Ever wondered how much you should save, spend and invest each month once you start your career? Read on to understand some simple principles for personal financial bliss.
Who this post is meant for
- For people who prefer to spend their time on family and career and not on financials
- Regular income earners. Folks with highly variable income eg. Entrepreneurs can’t apply these simple ratios
- Those with monthly income > monthly expenses
- Not a credit revolver
Understanding some terminologies
- Expenses = Refers to monthly recurring expenses eg. Groceries, CC spend, Loans, Taxes, Childcare, Utilities, Insurance etc. If any of the expenses are annual recurring, consider their monthly equivalent.
- Savings = Used for one off short term needs like travel or unexpected non-recurring expenses
- Investments = Used for big asset purchases like house/car or long term needs like Retirement, Children’s education. Part of Govt mandated savings can be considered investing if its only used for long term needs (eg.
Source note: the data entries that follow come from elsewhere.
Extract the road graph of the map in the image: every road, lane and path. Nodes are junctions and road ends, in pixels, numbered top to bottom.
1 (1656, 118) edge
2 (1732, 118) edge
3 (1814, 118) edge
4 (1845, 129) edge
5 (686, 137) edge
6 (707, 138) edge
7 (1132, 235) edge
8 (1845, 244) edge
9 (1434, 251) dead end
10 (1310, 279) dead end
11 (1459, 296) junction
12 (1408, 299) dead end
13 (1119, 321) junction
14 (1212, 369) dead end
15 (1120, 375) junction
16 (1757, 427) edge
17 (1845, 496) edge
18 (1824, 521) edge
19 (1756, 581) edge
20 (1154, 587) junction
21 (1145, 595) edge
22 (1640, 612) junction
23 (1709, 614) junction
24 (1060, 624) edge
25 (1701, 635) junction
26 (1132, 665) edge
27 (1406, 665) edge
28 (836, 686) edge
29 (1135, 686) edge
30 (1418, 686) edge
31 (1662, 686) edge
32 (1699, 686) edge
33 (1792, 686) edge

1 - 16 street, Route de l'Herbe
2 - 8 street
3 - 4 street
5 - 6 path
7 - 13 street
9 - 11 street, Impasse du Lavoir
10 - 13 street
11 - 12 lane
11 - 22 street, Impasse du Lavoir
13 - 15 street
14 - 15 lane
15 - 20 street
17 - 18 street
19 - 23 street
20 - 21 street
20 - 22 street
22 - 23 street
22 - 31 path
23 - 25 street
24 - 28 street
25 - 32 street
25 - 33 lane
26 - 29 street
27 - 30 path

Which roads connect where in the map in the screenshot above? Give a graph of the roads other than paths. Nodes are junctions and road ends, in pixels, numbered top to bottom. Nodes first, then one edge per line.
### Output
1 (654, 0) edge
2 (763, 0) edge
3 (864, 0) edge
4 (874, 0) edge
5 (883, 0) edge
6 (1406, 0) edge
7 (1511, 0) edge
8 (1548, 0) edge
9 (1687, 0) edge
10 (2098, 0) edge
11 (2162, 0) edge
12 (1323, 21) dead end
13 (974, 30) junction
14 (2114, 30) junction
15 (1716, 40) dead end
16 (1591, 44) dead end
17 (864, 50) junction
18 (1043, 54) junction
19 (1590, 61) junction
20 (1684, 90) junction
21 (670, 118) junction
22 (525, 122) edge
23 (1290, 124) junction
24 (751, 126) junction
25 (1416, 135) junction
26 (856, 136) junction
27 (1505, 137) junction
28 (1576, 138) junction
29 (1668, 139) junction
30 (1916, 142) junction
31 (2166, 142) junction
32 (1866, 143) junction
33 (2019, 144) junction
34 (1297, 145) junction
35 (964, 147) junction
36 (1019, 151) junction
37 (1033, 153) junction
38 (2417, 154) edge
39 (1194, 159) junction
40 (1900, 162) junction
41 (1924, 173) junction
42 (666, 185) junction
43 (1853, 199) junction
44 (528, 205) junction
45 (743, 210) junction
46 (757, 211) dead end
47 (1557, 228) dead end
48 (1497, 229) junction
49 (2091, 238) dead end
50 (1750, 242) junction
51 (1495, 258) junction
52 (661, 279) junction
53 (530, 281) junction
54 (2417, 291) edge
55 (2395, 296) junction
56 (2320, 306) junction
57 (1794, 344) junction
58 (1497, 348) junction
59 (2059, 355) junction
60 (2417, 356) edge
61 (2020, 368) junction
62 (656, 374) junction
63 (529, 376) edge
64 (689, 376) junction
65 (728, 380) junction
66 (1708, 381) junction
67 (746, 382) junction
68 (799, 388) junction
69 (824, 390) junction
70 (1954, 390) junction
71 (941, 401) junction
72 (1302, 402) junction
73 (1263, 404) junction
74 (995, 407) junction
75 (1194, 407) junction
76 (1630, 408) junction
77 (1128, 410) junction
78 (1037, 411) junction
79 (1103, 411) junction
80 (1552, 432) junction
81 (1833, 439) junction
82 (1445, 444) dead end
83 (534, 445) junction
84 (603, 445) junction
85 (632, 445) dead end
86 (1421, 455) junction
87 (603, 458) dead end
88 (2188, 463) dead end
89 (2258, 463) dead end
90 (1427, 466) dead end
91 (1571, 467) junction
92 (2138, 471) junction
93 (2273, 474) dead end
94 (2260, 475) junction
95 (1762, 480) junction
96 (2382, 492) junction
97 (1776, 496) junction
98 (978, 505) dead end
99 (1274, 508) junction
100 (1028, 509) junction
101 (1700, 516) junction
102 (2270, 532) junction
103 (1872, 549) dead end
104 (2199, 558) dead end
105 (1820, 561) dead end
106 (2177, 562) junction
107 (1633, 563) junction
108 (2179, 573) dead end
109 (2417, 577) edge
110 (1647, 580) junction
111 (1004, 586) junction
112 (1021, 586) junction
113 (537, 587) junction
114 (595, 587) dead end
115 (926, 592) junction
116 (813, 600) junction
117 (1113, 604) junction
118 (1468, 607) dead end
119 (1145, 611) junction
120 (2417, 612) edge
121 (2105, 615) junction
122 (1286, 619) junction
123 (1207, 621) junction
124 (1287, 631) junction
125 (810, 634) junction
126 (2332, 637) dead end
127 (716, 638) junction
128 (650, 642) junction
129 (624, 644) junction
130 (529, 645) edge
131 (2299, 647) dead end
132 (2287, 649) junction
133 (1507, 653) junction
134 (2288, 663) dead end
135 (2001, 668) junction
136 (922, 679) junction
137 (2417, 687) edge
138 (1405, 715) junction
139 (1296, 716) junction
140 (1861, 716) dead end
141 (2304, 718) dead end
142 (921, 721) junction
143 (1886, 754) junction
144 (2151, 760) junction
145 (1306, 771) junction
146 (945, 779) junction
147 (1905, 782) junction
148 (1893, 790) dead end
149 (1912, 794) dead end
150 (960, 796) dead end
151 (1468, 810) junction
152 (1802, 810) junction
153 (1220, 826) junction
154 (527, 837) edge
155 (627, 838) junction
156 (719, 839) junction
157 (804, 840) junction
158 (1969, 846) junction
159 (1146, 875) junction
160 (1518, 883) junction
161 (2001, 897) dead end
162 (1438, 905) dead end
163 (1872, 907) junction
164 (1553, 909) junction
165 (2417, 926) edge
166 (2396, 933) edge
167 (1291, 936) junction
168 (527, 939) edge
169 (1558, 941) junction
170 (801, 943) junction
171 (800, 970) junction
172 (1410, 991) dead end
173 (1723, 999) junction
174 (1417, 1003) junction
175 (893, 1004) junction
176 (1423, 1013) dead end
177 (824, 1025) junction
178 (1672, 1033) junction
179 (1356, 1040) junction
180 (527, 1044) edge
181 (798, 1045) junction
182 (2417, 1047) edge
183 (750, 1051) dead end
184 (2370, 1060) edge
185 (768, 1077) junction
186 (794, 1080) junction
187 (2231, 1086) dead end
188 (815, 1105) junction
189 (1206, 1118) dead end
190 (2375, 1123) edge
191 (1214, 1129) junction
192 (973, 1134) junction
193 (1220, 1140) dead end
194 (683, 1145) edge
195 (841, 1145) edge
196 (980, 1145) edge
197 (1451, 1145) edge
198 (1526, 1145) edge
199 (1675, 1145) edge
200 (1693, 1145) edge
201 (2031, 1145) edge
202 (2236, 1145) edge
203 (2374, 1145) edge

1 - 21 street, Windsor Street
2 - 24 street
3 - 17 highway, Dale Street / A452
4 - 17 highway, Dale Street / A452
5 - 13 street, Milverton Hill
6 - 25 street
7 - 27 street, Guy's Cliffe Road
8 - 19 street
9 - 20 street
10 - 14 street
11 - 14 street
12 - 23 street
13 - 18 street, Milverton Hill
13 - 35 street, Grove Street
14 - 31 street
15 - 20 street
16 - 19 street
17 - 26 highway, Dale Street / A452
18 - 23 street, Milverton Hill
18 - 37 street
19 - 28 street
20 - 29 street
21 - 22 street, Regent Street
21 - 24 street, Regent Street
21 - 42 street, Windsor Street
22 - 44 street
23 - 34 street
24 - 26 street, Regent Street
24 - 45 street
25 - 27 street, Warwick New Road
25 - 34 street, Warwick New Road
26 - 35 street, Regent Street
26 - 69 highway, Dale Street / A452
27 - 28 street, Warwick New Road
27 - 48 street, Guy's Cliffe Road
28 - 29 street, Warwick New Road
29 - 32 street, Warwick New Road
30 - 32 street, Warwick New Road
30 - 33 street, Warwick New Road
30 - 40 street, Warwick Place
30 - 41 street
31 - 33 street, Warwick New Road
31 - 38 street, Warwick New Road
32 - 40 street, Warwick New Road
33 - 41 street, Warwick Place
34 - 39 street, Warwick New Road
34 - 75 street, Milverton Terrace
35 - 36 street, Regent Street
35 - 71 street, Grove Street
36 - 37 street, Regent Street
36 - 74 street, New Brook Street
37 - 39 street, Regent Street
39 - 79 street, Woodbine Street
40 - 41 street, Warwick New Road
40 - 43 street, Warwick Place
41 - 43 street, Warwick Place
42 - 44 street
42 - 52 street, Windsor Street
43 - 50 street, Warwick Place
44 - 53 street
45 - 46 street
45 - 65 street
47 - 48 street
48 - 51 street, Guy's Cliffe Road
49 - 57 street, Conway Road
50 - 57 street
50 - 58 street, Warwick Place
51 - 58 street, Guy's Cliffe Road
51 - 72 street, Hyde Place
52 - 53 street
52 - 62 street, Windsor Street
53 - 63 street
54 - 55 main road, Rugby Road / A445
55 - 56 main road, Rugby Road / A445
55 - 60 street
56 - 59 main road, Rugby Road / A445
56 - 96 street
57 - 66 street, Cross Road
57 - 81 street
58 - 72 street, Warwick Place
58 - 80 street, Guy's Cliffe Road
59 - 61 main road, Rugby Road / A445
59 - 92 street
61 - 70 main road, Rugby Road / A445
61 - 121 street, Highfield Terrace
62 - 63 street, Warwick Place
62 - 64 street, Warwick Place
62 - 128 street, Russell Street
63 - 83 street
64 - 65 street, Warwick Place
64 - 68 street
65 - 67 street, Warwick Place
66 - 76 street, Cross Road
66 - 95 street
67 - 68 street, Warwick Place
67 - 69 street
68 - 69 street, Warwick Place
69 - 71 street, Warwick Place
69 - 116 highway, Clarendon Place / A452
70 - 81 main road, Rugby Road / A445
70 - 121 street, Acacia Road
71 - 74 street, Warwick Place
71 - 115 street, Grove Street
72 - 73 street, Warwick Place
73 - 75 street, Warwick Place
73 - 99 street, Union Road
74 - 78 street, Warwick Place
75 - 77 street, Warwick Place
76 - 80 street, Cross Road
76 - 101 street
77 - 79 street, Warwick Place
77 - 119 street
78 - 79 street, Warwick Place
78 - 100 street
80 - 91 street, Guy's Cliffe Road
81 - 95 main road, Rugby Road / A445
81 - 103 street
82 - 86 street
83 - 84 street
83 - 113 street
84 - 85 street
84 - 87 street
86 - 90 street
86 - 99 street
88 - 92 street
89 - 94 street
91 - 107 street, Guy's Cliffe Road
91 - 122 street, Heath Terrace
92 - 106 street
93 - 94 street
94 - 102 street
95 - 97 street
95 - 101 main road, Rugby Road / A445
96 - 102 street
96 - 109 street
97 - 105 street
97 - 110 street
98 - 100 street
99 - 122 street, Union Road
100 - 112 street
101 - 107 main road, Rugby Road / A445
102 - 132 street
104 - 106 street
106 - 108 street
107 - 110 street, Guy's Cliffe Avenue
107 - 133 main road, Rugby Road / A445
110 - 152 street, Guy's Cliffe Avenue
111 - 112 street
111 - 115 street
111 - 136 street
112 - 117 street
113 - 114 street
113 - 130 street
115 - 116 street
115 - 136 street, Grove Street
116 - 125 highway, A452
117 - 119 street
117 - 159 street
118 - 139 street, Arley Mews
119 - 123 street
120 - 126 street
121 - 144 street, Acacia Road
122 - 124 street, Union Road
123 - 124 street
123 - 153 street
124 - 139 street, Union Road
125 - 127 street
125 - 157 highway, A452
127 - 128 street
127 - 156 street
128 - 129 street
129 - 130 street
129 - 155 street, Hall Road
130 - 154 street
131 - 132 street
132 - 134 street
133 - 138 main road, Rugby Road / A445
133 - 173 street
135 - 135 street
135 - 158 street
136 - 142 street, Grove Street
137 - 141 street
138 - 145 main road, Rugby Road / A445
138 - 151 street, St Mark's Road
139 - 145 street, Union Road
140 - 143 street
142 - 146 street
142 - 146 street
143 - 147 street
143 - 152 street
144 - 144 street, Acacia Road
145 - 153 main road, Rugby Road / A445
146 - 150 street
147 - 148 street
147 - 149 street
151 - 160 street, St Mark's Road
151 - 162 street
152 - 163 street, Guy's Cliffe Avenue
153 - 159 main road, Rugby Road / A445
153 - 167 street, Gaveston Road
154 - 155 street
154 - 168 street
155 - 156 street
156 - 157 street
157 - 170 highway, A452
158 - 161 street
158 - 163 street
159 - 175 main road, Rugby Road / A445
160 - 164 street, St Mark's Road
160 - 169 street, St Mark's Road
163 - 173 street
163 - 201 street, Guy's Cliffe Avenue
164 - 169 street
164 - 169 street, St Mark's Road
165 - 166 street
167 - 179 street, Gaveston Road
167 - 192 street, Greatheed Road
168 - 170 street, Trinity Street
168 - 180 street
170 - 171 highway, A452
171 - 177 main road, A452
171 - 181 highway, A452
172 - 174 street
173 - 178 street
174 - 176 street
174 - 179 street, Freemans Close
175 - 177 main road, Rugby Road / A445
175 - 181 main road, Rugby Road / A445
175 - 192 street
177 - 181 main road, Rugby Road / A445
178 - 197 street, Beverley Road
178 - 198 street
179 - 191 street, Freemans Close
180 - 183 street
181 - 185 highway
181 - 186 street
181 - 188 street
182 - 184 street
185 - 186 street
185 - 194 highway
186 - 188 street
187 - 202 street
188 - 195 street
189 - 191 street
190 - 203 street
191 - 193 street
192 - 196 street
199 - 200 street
CPF OA, SA)
Simplify your personal financials by using the below rules
- Monthly income = 50% expenses + 20% savings + 30% investments (min.)
- Recurring Investments = 30% stock + 70% Index fund (min.) (inc. Govt mandated savings like CPF)
Some notes to note
Key notes for investments:
- For stocks, only invest in growth stock in companies with strong fundamentals that you believe in
- Keep track of Investment performance by comparing TWR (Time weighted return) of your investments vs that of stock market index (eg. S&P 500) over the overall investment period and for the year. More about how to do this in another blog coming up.
Key notes for expenses:
- Loan expense should only be max. 20% of monthly income
- Insurance expense should only be max 5% of monthly income
Other notes:
- Review your financials once every year to assess the ratios and Investment performance
- For any bonus received over the monthly income, follows ratio of 50% savings + 50% investment or loan principle re-payment (min.).